Stored items from a collection

▽

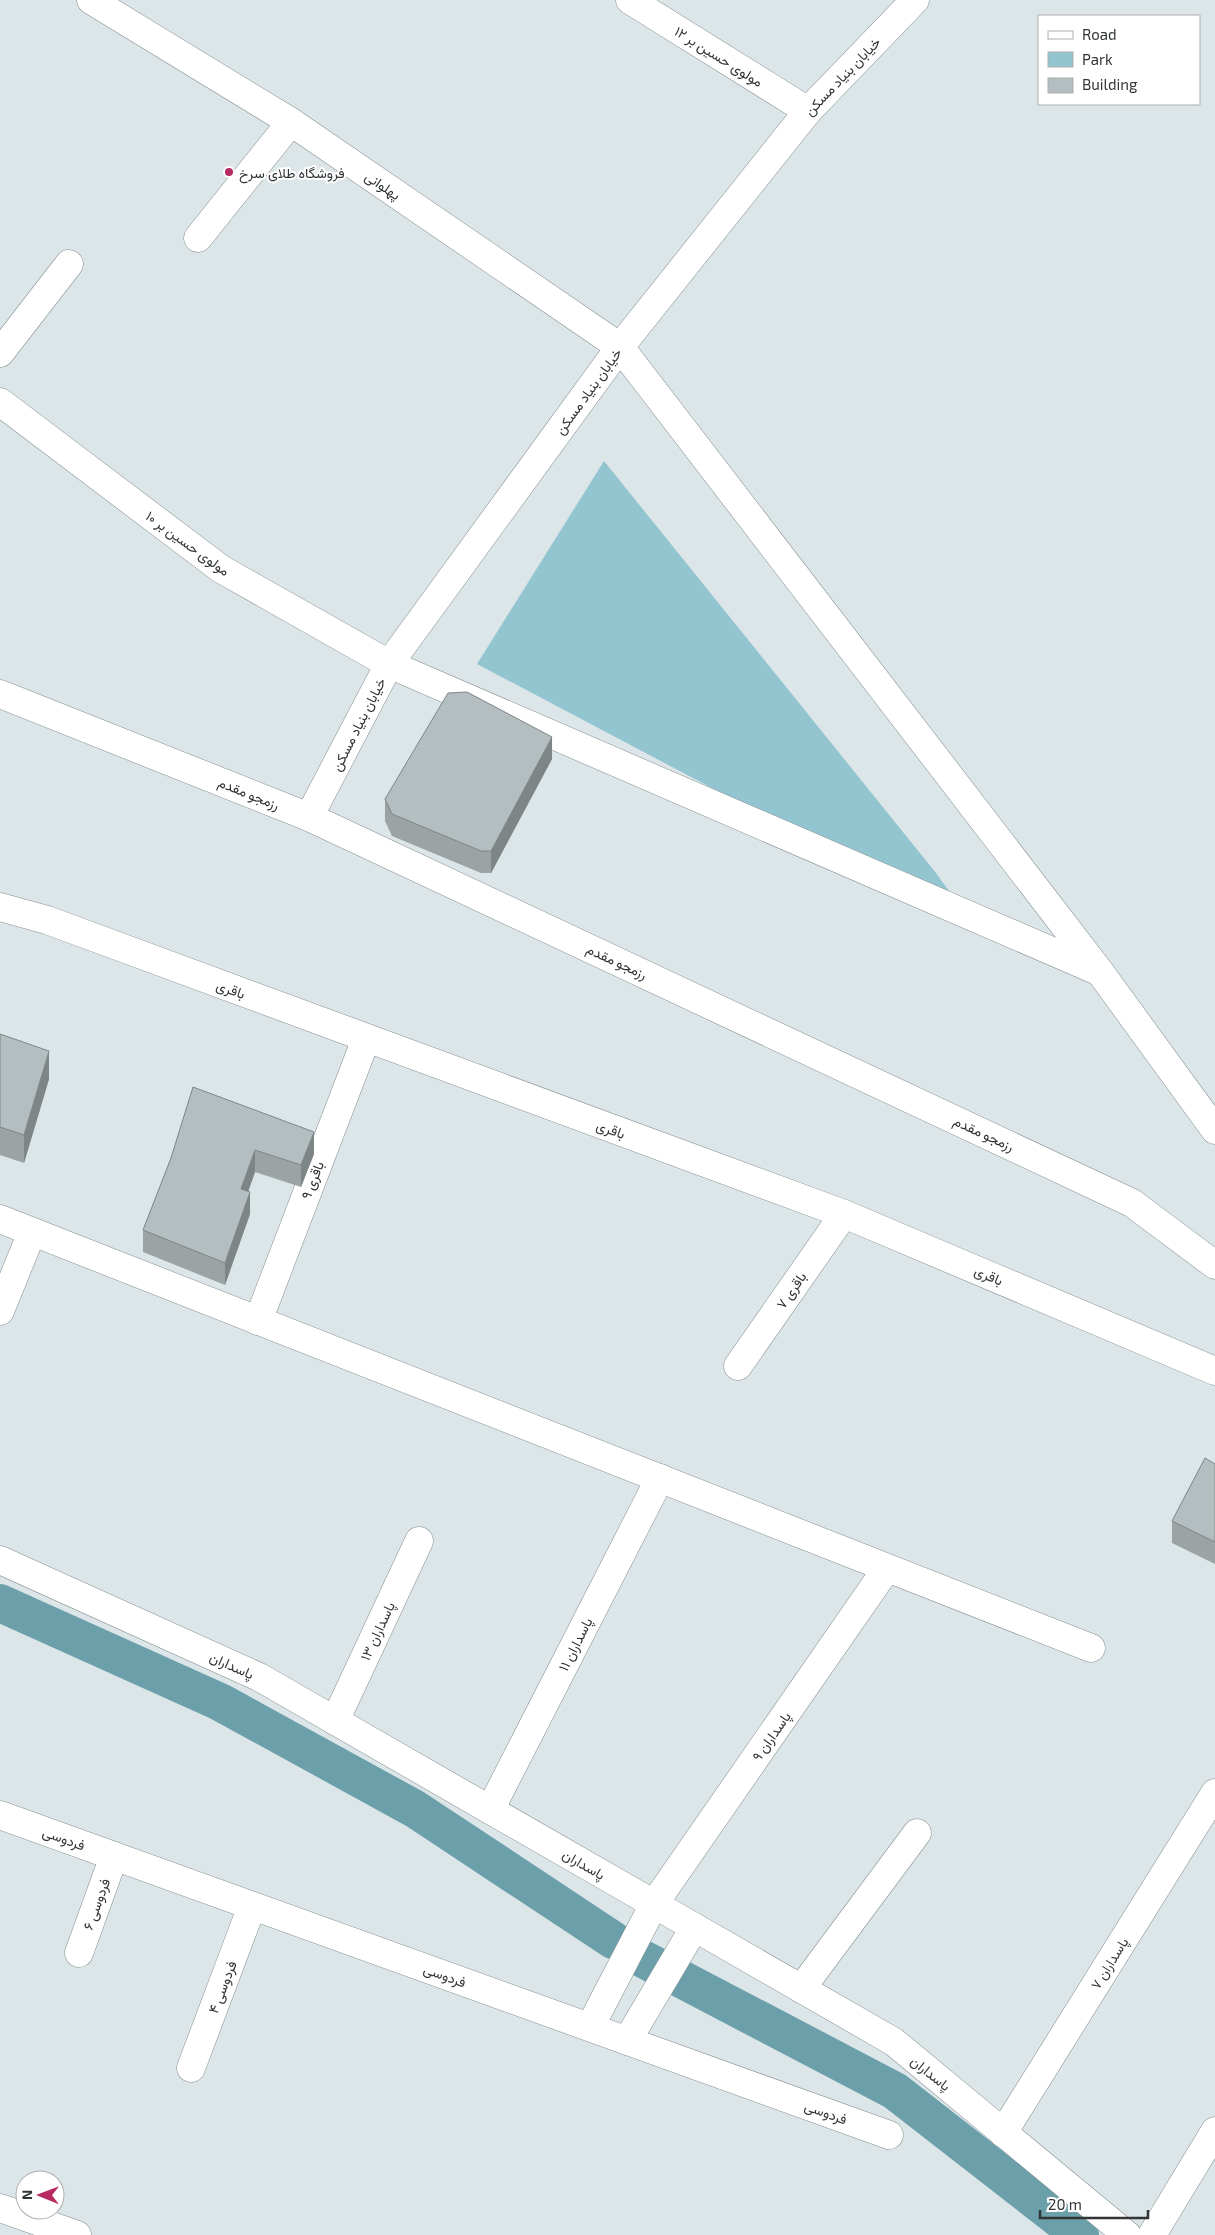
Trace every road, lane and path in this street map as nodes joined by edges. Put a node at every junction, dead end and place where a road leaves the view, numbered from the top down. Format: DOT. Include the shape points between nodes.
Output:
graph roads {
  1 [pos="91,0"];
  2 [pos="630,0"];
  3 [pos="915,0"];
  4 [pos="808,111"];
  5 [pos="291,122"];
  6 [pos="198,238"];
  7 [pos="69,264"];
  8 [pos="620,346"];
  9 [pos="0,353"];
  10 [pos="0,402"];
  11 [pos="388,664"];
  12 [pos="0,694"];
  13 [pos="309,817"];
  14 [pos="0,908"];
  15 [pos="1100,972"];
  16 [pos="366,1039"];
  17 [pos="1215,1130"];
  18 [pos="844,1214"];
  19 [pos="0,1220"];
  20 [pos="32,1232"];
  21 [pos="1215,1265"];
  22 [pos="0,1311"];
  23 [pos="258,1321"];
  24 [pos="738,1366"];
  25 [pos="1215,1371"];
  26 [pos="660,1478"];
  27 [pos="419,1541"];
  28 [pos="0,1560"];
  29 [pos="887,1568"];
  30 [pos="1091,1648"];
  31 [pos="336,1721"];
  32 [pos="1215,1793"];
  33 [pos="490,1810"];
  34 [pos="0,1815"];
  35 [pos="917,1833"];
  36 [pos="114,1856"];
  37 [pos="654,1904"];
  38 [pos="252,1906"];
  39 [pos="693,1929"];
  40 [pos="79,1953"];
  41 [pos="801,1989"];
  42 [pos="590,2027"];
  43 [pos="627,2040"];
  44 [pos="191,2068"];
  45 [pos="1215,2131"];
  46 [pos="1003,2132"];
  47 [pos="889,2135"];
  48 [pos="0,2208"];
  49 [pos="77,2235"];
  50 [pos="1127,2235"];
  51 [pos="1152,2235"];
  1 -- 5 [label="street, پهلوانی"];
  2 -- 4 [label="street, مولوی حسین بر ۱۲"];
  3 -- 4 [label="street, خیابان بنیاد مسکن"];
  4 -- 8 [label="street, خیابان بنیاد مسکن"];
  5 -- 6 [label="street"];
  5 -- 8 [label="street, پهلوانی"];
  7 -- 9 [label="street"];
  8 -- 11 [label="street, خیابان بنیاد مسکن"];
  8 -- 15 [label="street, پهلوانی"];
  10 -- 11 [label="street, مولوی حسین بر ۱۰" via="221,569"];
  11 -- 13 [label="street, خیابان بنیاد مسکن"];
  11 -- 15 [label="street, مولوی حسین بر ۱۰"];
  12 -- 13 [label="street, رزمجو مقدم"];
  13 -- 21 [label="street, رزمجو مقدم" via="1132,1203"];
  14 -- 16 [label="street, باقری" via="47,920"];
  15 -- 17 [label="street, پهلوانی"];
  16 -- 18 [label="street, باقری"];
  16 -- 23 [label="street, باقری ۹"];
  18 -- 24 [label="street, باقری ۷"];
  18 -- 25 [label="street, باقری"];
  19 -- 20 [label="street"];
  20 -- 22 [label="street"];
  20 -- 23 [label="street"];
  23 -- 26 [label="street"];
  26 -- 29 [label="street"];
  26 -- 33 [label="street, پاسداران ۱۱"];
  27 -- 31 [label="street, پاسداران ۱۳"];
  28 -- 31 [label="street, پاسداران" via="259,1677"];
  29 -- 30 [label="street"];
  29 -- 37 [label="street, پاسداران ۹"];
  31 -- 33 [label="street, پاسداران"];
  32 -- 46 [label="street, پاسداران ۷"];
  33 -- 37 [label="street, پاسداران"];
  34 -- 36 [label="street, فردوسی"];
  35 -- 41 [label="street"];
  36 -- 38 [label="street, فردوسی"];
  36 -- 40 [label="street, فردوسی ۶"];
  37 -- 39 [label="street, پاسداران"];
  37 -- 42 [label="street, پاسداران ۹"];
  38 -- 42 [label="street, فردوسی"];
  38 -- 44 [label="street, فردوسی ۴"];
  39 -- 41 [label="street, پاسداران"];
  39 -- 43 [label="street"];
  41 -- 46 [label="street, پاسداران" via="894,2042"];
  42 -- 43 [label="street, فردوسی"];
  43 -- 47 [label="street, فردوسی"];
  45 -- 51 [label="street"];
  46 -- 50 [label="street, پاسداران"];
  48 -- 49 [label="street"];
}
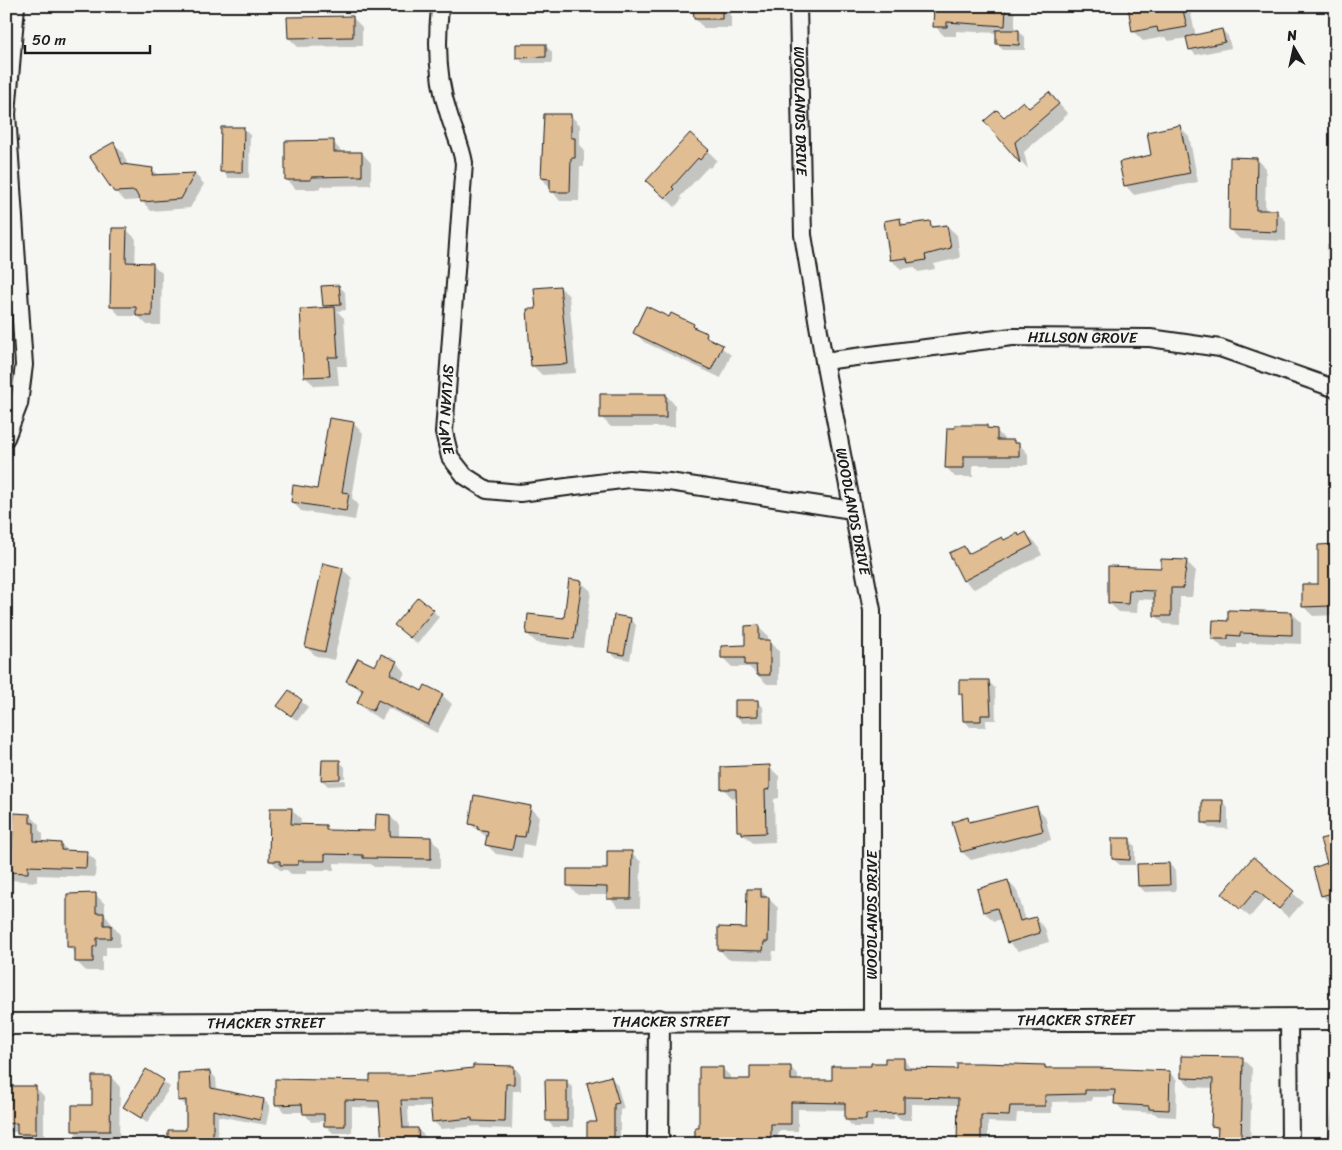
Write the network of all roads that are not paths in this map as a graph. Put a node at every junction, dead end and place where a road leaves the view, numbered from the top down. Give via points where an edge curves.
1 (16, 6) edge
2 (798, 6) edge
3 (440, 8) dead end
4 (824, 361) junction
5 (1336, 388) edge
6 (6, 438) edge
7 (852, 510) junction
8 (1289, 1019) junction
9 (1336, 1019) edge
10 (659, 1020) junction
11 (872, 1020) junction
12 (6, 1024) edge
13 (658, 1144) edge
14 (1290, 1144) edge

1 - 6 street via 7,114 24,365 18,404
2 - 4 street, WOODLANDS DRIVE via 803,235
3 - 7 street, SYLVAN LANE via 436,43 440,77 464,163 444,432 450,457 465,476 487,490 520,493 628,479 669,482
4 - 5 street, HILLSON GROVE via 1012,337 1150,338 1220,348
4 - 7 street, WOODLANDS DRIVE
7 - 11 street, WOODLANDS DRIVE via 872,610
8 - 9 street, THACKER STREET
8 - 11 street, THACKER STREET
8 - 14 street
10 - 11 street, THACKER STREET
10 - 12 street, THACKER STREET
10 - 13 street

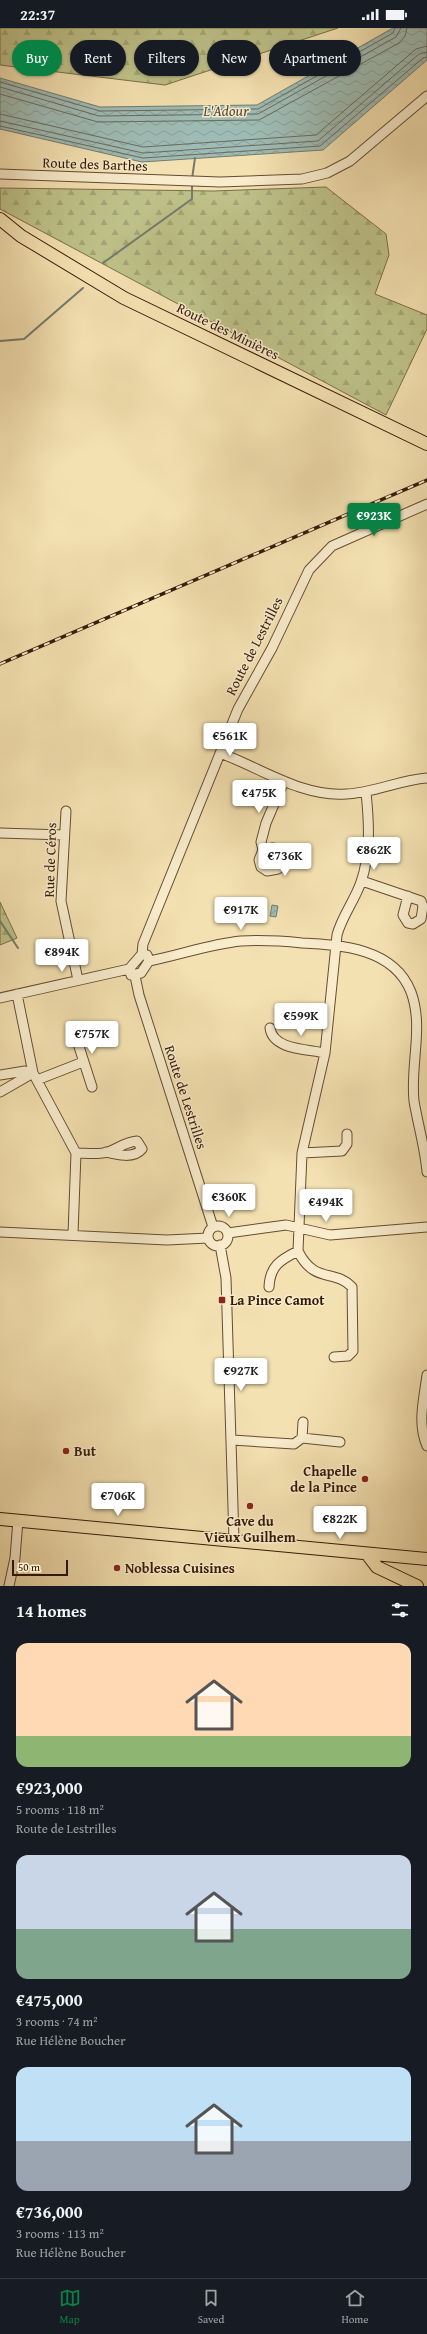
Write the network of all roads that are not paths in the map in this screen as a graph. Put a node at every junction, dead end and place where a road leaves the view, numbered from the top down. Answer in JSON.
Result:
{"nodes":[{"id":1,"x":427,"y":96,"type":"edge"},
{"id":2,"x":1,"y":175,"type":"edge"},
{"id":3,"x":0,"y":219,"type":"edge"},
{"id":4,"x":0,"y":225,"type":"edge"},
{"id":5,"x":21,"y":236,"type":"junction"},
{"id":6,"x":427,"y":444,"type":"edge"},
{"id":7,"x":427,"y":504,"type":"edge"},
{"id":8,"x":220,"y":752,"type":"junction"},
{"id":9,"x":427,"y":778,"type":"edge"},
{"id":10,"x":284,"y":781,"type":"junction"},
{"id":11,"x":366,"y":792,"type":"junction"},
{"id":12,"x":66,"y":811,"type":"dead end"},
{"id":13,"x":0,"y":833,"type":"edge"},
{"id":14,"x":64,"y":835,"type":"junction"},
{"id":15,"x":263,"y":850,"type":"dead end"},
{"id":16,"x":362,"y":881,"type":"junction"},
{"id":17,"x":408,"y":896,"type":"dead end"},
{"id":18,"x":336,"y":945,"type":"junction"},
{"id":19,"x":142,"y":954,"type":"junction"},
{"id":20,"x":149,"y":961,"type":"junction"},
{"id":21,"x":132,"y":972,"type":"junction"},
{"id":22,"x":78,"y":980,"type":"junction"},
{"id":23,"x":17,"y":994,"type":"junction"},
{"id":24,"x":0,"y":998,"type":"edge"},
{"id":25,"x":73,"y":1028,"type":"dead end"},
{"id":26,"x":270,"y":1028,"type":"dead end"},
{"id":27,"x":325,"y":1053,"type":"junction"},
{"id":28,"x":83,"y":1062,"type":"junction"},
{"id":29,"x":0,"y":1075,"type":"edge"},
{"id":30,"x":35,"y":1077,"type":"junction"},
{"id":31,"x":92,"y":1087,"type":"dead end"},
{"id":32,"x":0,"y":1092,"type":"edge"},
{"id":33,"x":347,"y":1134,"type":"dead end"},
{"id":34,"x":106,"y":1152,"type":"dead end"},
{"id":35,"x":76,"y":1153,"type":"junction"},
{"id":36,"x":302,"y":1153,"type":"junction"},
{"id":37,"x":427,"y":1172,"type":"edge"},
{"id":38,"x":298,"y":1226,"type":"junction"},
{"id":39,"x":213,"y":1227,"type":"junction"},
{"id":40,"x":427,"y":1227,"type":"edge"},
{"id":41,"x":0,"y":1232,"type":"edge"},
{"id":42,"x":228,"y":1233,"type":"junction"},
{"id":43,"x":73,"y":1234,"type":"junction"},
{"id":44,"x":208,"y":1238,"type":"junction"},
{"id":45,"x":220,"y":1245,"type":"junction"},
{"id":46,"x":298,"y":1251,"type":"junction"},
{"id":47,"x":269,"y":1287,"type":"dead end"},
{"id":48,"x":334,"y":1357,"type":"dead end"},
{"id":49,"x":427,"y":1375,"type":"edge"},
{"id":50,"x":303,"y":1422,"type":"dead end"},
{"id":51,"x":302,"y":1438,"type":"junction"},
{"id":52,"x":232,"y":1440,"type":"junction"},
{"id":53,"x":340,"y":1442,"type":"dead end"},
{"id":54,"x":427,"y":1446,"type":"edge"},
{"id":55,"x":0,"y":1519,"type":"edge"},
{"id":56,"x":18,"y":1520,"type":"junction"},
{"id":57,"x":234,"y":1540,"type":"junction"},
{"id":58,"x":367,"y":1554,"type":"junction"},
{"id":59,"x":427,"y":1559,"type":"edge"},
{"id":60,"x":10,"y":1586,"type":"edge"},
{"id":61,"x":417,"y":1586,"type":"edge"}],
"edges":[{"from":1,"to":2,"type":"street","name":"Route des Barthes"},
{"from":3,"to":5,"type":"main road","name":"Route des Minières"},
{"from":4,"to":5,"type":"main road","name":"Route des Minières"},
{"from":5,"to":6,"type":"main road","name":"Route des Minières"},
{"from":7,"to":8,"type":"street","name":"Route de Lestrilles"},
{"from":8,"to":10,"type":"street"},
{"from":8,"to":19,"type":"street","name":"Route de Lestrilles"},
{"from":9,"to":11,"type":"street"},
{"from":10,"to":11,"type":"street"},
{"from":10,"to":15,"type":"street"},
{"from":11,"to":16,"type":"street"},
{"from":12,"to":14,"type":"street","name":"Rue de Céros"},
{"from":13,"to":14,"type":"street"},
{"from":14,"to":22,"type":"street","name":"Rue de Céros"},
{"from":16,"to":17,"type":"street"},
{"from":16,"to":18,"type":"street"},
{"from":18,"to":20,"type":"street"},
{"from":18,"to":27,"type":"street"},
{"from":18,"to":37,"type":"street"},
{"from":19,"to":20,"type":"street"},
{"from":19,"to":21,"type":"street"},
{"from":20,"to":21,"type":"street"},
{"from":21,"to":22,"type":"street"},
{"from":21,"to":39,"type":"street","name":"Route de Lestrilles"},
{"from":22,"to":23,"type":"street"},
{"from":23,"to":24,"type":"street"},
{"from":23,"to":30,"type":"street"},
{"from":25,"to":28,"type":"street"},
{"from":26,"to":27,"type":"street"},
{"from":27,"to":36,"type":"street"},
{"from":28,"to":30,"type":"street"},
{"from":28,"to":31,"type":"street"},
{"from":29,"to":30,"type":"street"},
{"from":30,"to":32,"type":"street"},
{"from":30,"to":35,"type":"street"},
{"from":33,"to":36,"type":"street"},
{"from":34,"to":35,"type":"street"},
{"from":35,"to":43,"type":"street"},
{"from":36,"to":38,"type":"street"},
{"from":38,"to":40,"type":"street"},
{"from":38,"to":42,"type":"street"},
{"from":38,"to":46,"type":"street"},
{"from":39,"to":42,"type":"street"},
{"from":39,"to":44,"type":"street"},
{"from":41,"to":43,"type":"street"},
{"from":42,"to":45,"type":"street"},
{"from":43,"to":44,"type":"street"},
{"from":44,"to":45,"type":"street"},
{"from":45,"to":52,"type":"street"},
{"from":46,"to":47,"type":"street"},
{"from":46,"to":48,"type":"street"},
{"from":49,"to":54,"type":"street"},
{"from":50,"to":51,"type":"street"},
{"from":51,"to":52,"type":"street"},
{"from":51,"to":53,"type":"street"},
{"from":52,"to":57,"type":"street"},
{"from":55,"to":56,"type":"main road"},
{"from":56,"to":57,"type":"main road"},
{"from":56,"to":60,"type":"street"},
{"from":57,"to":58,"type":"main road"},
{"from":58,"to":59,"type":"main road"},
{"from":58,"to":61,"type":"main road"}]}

△

Pick every line of the data that includes the string "پهلوانی".

  1 -- 5 [label="street, پهلوانی"];
  5 -- 8 [label="street, پهلوانی"];
  8 -- 15 [label="street, پهلوانی"];
  15 -- 17 [label="street, پهلوانی"];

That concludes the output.